The mother behind me has still not gone over to her daughter who is paused nervously in the doorway of the stall, but she says, “Ok, well, you may just need to go into another stall.” And then as the person vacated the accessible stall and I’m about to step in, the mother stretches her arm in front of me and says to her daughter and starts to wave her daughter in before us, “Here, just go in that one.”

Wait, what?!

I’m going to pause here to discuss this. Even if she was clueless enough to not see that I am holding a child with a disability and pushing a wheelchair (e.i. exactly who this stall is there to serve), and thinks instead that Ez is a baby, this is the only stall with a changing table. It is also the only stall that I can fit in. I also clearly communicated that this was what we were waiting for. Her daughter was behind me in line. I allowed her to pass in front of me specifically because we needed the accessible stall. And my daughter in a younger child in a rage of panic because she needs to use the bathroom…Even the daughter seemed to hesitate looking back at her mom like, “really, cuz…um…”
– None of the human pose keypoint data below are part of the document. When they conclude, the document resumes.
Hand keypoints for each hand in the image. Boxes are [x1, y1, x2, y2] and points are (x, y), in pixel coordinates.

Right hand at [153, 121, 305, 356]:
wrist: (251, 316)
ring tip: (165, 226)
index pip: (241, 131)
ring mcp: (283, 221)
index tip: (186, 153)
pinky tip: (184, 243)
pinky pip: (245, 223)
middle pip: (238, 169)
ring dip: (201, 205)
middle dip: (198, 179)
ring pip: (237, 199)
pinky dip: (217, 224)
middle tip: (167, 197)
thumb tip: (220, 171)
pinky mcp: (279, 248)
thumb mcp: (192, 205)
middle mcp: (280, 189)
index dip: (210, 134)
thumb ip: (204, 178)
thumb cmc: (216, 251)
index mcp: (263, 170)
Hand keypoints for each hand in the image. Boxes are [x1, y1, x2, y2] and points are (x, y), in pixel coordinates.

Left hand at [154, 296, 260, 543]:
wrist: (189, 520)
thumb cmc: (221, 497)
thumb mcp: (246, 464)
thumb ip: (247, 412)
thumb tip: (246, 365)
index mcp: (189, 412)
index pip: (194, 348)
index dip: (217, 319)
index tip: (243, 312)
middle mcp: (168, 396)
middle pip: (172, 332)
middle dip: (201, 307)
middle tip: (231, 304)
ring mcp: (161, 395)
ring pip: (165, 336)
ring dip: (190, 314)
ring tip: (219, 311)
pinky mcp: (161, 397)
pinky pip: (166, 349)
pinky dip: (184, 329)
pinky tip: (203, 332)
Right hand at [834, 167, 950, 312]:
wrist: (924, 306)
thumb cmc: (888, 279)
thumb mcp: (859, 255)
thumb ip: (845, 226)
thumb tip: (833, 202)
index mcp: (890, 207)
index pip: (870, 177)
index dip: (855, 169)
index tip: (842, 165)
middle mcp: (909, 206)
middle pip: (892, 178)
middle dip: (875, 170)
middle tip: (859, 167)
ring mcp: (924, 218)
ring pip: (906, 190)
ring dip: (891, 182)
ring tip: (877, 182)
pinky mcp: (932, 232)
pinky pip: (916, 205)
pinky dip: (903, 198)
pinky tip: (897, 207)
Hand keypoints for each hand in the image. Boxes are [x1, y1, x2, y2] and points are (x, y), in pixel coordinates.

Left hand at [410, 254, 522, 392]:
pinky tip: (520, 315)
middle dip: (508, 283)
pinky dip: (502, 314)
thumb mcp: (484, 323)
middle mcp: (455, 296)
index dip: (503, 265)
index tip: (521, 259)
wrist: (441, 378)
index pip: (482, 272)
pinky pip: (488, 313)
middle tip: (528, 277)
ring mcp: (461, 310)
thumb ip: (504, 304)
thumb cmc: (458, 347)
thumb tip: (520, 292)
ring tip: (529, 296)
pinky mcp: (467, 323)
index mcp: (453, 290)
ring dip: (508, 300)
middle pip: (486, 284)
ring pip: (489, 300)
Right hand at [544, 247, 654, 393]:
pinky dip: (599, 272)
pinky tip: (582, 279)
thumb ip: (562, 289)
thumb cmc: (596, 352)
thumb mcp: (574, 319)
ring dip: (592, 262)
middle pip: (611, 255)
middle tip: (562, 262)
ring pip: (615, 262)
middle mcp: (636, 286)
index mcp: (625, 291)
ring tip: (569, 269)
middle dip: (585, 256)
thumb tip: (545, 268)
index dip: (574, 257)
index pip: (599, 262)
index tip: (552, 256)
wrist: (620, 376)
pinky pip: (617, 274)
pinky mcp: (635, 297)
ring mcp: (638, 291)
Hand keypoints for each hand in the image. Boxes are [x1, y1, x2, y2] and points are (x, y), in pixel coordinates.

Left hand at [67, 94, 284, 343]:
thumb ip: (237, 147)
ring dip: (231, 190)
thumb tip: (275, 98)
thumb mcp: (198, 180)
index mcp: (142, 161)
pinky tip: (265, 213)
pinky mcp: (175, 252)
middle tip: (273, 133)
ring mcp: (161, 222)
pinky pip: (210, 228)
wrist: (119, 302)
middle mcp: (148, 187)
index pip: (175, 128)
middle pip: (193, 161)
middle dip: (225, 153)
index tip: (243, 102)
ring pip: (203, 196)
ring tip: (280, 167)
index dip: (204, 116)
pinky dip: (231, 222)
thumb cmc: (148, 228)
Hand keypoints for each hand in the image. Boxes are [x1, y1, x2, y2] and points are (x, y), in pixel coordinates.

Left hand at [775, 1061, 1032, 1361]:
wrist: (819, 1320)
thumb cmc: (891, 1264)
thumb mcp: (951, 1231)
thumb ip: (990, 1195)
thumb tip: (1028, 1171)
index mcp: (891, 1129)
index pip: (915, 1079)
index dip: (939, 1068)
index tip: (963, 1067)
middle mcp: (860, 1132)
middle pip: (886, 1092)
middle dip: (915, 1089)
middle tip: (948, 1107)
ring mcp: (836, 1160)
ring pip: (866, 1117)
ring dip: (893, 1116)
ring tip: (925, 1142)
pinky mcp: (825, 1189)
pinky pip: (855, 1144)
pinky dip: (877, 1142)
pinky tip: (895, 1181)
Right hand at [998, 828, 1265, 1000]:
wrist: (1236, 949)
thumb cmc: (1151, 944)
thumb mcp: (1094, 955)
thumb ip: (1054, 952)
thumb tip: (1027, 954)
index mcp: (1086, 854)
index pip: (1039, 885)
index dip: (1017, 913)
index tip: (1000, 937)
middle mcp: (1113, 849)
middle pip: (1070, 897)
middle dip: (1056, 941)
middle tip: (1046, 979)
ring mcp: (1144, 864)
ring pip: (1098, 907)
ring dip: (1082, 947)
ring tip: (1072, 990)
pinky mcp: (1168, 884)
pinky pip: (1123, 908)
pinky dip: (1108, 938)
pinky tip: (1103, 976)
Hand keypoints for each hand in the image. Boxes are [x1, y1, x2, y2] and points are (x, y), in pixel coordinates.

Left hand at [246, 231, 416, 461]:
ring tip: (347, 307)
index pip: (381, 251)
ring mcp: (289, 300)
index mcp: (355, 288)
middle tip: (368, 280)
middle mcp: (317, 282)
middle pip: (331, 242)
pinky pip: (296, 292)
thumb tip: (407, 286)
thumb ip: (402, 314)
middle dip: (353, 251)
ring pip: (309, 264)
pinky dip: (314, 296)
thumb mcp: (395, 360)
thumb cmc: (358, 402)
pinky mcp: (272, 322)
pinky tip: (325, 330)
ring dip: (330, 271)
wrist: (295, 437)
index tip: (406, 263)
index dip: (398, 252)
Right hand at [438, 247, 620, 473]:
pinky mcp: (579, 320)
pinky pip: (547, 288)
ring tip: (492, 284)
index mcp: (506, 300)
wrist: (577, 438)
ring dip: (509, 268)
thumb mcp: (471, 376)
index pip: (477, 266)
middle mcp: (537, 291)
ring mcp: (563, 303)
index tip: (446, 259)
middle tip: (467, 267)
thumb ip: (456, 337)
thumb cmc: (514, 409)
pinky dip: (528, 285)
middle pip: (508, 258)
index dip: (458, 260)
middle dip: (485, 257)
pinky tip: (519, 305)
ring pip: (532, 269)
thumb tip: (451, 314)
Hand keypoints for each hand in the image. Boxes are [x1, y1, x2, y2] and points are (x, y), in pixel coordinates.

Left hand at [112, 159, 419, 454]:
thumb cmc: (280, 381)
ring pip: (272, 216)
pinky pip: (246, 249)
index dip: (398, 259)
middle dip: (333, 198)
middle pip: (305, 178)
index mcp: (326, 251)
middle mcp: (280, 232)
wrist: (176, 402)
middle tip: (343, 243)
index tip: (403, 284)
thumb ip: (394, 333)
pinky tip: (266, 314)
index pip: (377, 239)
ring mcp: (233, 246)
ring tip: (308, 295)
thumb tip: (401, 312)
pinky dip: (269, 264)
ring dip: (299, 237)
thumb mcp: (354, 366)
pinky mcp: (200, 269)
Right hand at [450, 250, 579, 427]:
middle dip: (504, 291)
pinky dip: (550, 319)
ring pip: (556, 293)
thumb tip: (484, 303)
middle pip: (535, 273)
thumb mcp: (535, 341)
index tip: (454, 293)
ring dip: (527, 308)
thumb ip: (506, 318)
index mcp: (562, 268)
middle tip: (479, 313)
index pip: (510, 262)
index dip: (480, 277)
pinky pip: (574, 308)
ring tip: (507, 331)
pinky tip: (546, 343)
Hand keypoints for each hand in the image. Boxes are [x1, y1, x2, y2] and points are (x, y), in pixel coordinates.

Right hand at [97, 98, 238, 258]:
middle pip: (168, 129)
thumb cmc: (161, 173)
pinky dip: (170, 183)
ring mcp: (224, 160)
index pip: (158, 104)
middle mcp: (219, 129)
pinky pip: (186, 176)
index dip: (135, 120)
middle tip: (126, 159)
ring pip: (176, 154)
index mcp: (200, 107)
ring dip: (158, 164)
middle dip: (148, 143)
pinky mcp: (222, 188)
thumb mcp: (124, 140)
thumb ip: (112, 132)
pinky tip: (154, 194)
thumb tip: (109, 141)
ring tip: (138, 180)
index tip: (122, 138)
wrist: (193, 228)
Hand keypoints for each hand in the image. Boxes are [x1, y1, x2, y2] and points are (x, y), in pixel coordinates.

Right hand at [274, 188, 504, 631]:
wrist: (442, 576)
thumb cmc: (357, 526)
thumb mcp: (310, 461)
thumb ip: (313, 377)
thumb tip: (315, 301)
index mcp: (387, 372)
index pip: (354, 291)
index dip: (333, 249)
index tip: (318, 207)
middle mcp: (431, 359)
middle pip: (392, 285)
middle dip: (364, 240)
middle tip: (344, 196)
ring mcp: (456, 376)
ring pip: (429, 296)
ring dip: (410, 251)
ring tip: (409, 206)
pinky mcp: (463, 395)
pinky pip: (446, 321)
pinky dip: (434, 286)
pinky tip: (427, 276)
Right at that moment I felt completely invisible…or perhaps it is fairer to say that I felt as if the mother were trying to make us invisible, actively ignoring the needs of others in order to fill her own needs only marginally faster all while not needing to go into the moderately dirty stall to flush the toilet properly for her daughter and wipe some pee off the seat (because that was what the problem was, after all). I know the look she had, the look of trying to ignore the inconvenience we pose to the world around us. It is the partner of the exasperated look she gave me as I tried to maneuver in the small, crowded bathroom. I see it on some drivers faces when it takes us a bit longer to cross in the crosswalk. Or on some shoppers faces when Esmé blocks the way in her gait trainer…when we take up too much space or move too slowly or need a bit of extra attention. When we ask for accommodation. Not every time. Not all the time–but more often than seems right.

And like many things that happen over and over to a person, often the question isn’t so much the single isolated incident of being wronged, or overlooked, or treated as less than, or being made invisible–so much as it is the whole thrust of the reality of it. It is the weight of minor infringement after minor infringement…of having to be the one, who as my friend Channing put it earlier this week, whose job it is to regularly “tell people firmly but nicely not to be assholes” because my kid’s needs might otherwise be overlooked in a world that is harsh, and particularly so for those of us who lack strong voices of their own–or whose voices are regularly crowded by the din of “me” and “mine.”

In the end I did not, as the polite self-sacrificing side of me might have liked, shrink back and allow it to happen. I also did not, as the snarky voice in my head did, say, “Of course, I’m SO sorry that my upset disabled child and I have gotten in the way of you doing whatever the hell you want to do all the time…”

Instead, I turned toward her, my heart racing just a little bit, and said, as I’ve had to say before, “Um, no. Absolutely not.”